● **Collected data**:
****
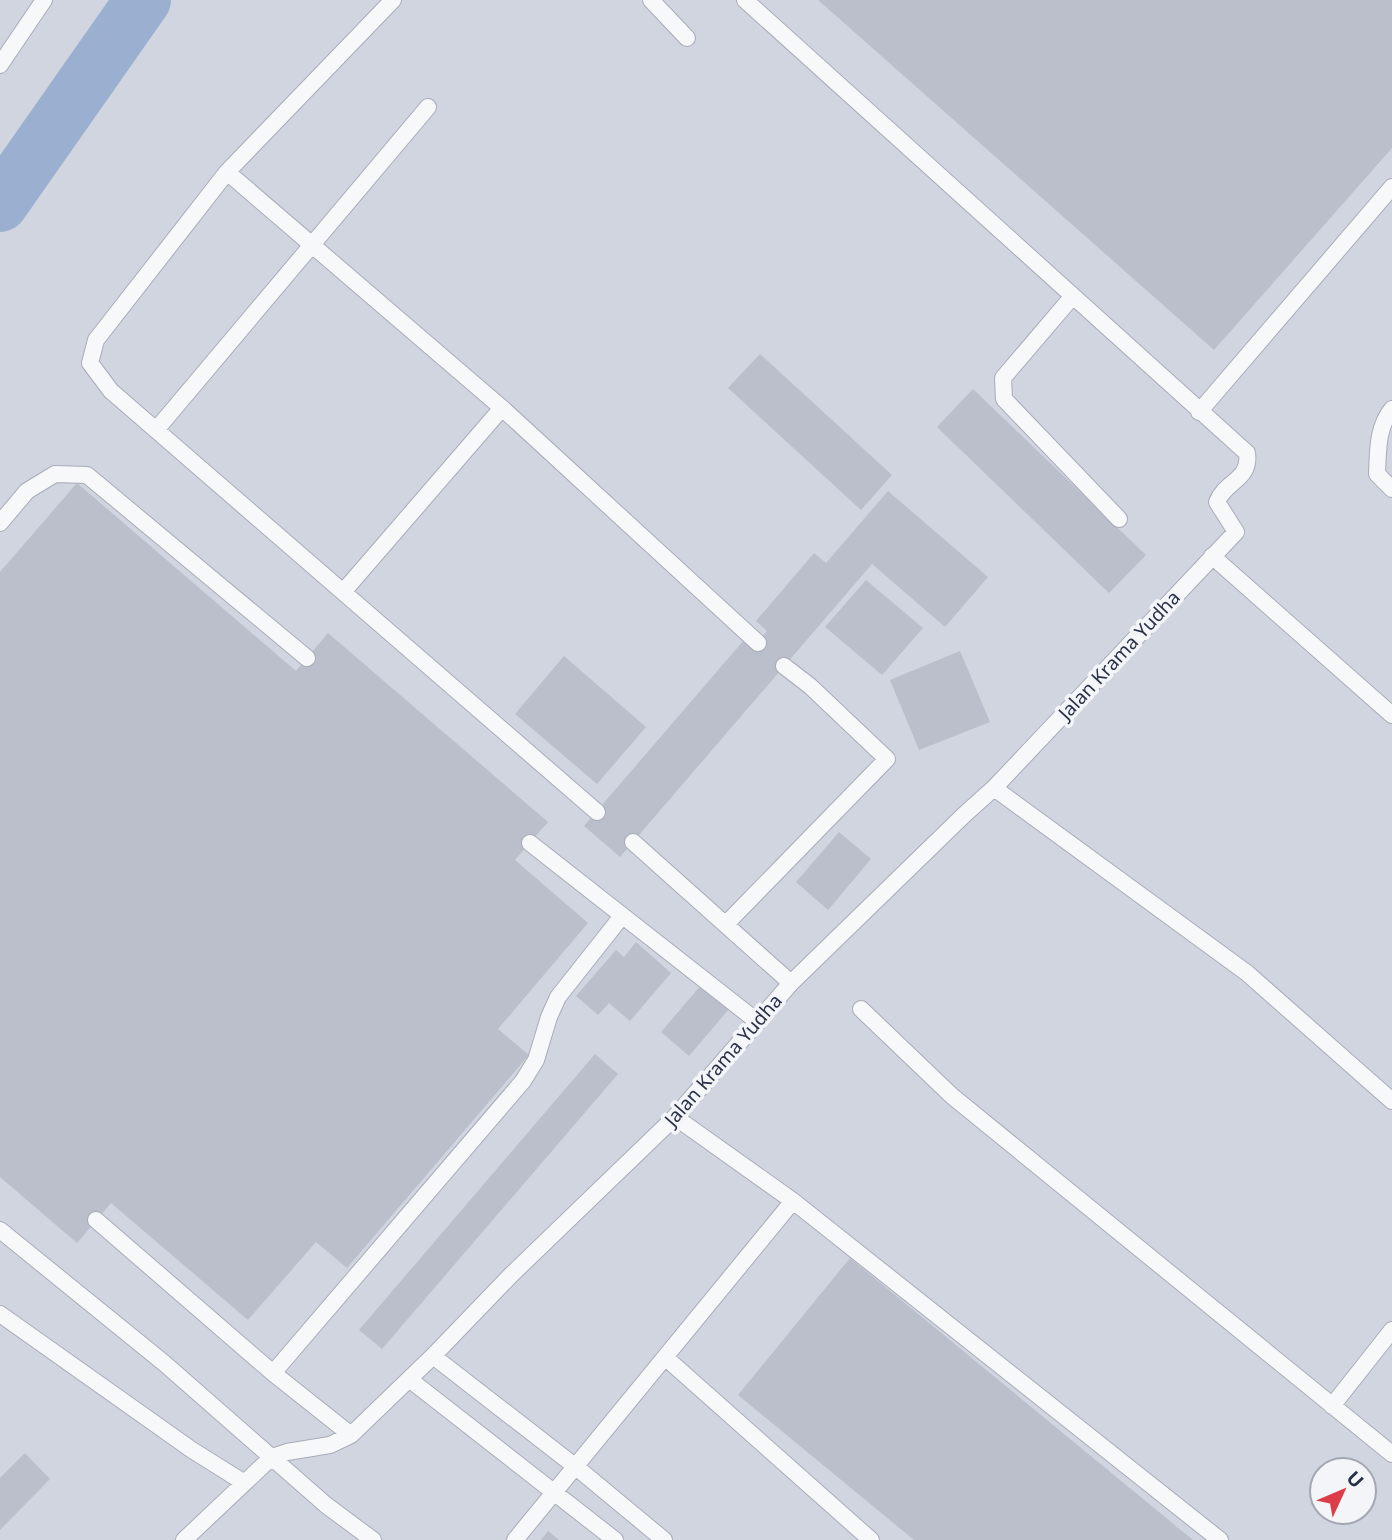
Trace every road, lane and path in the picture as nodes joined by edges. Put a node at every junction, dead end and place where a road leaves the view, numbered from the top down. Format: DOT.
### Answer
graph roads {
  1 [pos="44,0"];
  2 [pos="393,0"];
  3 [pos="651,0"];
  4 [pos="745,0"];
  5 [pos="687,38"];
  6 [pos="0,65"];
  7 [pos="428,107"];
  8 [pos="227,172"];
  9 [pos="1392,187"];
  10 [pos="312,245"];
  11 [pos="1072,297"];
  12 [pos="502,408"];
  13 [pos="1392,409"];
  14 [pos="1199,412"];
  15 [pos="156,430"];
  16 [pos="1392,489"];
  17 [pos="1119,519"];
  18 [pos="0,523"];
  19 [pos="1212,556"];
  20 [pos="343,592"];
  21 [pos="758,643"];
  22 [pos="307,658"];
  23 [pos="785,666"];
  24 [pos="1392,715"];
  25 [pos="994,788"];
  26 [pos="597,812"];
  27 [pos="633,842"];
  28 [pos="530,843"];
  29 [pos="622,916"];
  30 [pos="726,924"];
  31 [pos="791,983"];
  32 [pos="861,1009"];
  33 [pos="758,1022"];
  34 [pos="1392,1101"];
  35 [pos="675,1117"];
  36 [pos="793,1201"];
  37 [pos="96,1220"];
  38 [pos="0,1230"];
  39 [pos="0,1314"];
  40 [pos="1392,1330"];
  41 [pos="433,1356"];
  42 [pos="666,1358"];
  43 [pos="273,1373"];
  44 [pos="410,1379"];
  45 [pos="1332,1406"];
  46 [pos="351,1435"];
  47 [pos="1392,1454"];
  48 [pos="272,1457"];
  49 [pos="576,1467"];
  50 [pos="243,1482"];
  51 [pos="554,1491"];
  52 [pos="184,1540"];
  53 [pos="373,1540"];
  54 [pos="515,1540"];
  55 [pos="615,1540"];
  56 [pos="664,1540"];
  57 [pos="871,1540"];
  58 [pos="1220,1540"];
  1 -- 6 [label="lane"];
  2 -- 8 [label="lane"];
  3 -- 5 [label="lane"];
  4 -- 11 [label="lane"];
  7 -- 10 [label="lane"];
  8 -- 10 [label="lane"];
  8 -- 15 [label="lane"];
  9 -- 14 [label="lane"];
  10 -- 12 [label="lane"];
  10 -- 15 [label="lane"];
  11 -- 14 [label="lane"];
  11 -- 17 [label="lane"];
  12 -- 20 [label="lane"];
  12 -- 21 [label="lane"];
  13 -- 16 [label="lane"];
  14 -- 19 [label="lane, Jalan Krama Yudha"];
  15 -- 20 [label="lane"];
  18 -- 22 [label="lane"];
  19 -- 24 [label="lane"];
  19 -- 25 [label="lane, Jalan Krama Yudha"];
  20 -- 26 [label="lane"];
  23 -- 30 [label="lane"];
  25 -- 31 [label="lane, Jalan Krama Yudha"];
  25 -- 34 [label="lane"];
  27 -- 30 [label="lane"];
  28 -- 29 [label="lane"];
  29 -- 33 [label="lane"];
  29 -- 43 [label="lane"];
  30 -- 31 [label="lane"];
  31 -- 33 [label="lane, Jalan Krama Yudha"];
  32 -- 45 [label="lane"];
  33 -- 35 [label="lane, Jalan Krama Yudha"];
  35 -- 36 [label="lane"];
  35 -- 41 [label="lane, Jalan Krama Yudha"];
  36 -- 42 [label="lane"];
  36 -- 58 [label="lane"];
  37 -- 43 [label="lane"];
  38 -- 48 [label="lane"];
  39 -- 50 [label="lane"];
  40 -- 45 [label="lane"];
  41 -- 44 [label="lane, Jalan Krama Yudha"];
  41 -- 49 [label="lane"];
  42 -- 49 [label="lane"];
  42 -- 57 [label="lane"];
  43 -- 46 [label="lane"];
  44 -- 46 [label="lane, Jalan Krama Yudha"];
  44 -- 51 [label="lane"];
  45 -- 47 [label="lane"];
  46 -- 48 [label="lane, Jalan Krama Yudha"];
  48 -- 50 [label="lane, Jalan Krama Yudha"];
  48 -- 53 [label="lane"];
  49 -- 51 [label="lane"];
  49 -- 56 [label="lane"];
  50 -- 52 [label="lane, Jalan Krama Yudha"];
  51 -- 54 [label="lane"];
  51 -- 55 [label="lane"];
}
****
● **Assignment**:
All the lines above are to be reproduced exactly, except the pictures.

● **Reply to the task**:
Trace every road, lane and path in the picture as nodes joined by edges. Put a node at every junction, dead end and place where a road leaves the view, numbered from the top down. Format: DOT.
### Answer
graph roads {
  1 [pos="44,0"];
  2 [pos="393,0"];
  3 [pos="651,0"];
  4 [pos="745,0"];
  5 [pos="687,38"];
  6 [pos="0,65"];
  7 [pos="428,107"];
  8 [pos="227,172"];
  9 [pos="1392,187"];
  10 [pos="312,245"];
  11 [pos="1072,297"];
  12 [pos="502,408"];
  13 [pos="1392,409"];
  14 [pos="1199,412"];
  15 [pos="156,430"];
  16 [pos="1392,489"];
  17 [pos="1119,519"];
  18 [pos="0,523"];
  19 [pos="1212,556"];
  20 [pos="343,592"];
  21 [pos="758,643"];
  22 [pos="307,658"];
  23 [pos="785,666"];
  24 [pos="1392,715"];
  25 [pos="994,788"];
  26 [pos="597,812"];
  27 [pos="633,842"];
  28 [pos="530,843"];
  29 [pos="622,916"];
  30 [pos="726,924"];
  31 [pos="791,983"];
  32 [pos="861,1009"];
  33 [pos="758,1022"];
  34 [pos="1392,1101"];
  35 [pos="675,1117"];
  36 [pos="793,1201"];
  37 [pos="96,1220"];
  38 [pos="0,1230"];
  39 [pos="0,1314"];
  40 [pos="1392,1330"];
  41 [pos="433,1356"];
  42 [pos="666,1358"];
  43 [pos="273,1373"];
  44 [pos="410,1379"];
  45 [pos="1332,1406"];
  46 [pos="351,1435"];
  47 [pos="1392,1454"];
  48 [pos="272,1457"];
  49 [pos="576,1467"];
  50 [pos="243,1482"];
  51 [pos="554,1491"];
  52 [pos="184,1540"];
  53 [pos="373,1540"];
  54 [pos="515,1540"];
  55 [pos="615,1540"];
  56 [pos="664,1540"];
  57 [pos="871,1540"];
  58 [pos="1220,1540"];
  1 -- 6 [label="lane"];
  2 -- 8 [label="lane"];
  3 -- 5 [label="lane"];
  4 -- 11 [label="lane"];
  7 -- 10 [label="lane"];
  8 -- 10 [label="lane"];
  8 -- 15 [label="lane"];
  9 -- 14 [label="lane"];
  10 -- 12 [label="lane"];
  10 -- 15 [label="lane"];
  11 -- 14 [label="lane"];
  11 -- 17 [label="lane"];
  12 -- 20 [label="lane"];
  12 -- 21 [label="lane"];
  13 -- 16 [label="lane"];
  14 -- 19 [label="lane, Jalan Krama Yudha"];
  15 -- 20 [label="lane"];
  18 -- 22 [label="lane"];
  19 -- 24 [label="lane"];
  19 -- 25 [label="lane, Jalan Krama Yudha"];
  20 -- 26 [label="lane"];
  23 -- 30 [label="lane"];
  25 -- 31 [label="lane, Jalan Krama Yudha"];
  25 -- 34 [label="lane"];
  27 -- 30 [label="lane"];
  28 -- 29 [label="lane"];
  29 -- 33 [label="lane"];
  29 -- 43 [label="lane"];
  30 -- 31 [label="lane"];
  31 -- 33 [label="lane, Jalan Krama Yudha"];
  32 -- 45 [label="lane"];
  33 -- 35 [label="lane, Jalan Krama Yudha"];
  35 -- 36 [label="lane"];
  35 -- 41 [label="lane, Jalan Krama Yudha"];
  36 -- 42 [label="lane"];
  36 -- 58 [label="lane"];
  37 -- 43 [label="lane"];
  38 -- 48 [label="lane"];
  39 -- 50 [label="lane"];
  40 -- 45 [label="lane"];
  41 -- 44 [label="lane, Jalan Krama Yudha"];
  41 -- 49 [label="lane"];
  42 -- 49 [label="lane"];
  42 -- 57 [label="lane"];
  43 -- 46 [label="lane"];
  44 -- 46 [label="lane, Jalan Krama Yudha"];
  44 -- 51 [label="lane"];
  45 -- 47 [label="lane"];
  46 -- 48 [label="lane, Jalan Krama Yudha"];
  48 -- 50 [label="lane, Jalan Krama Yudha"];
  48 -- 53 [label="lane"];
  49 -- 51 [label="lane"];
  49 -- 56 [label="lane"];
  50 -- 52 [label="lane, Jalan Krama Yudha"];
  51 -- 54 [label="lane"];
  51 -- 55 [label="lane"];
}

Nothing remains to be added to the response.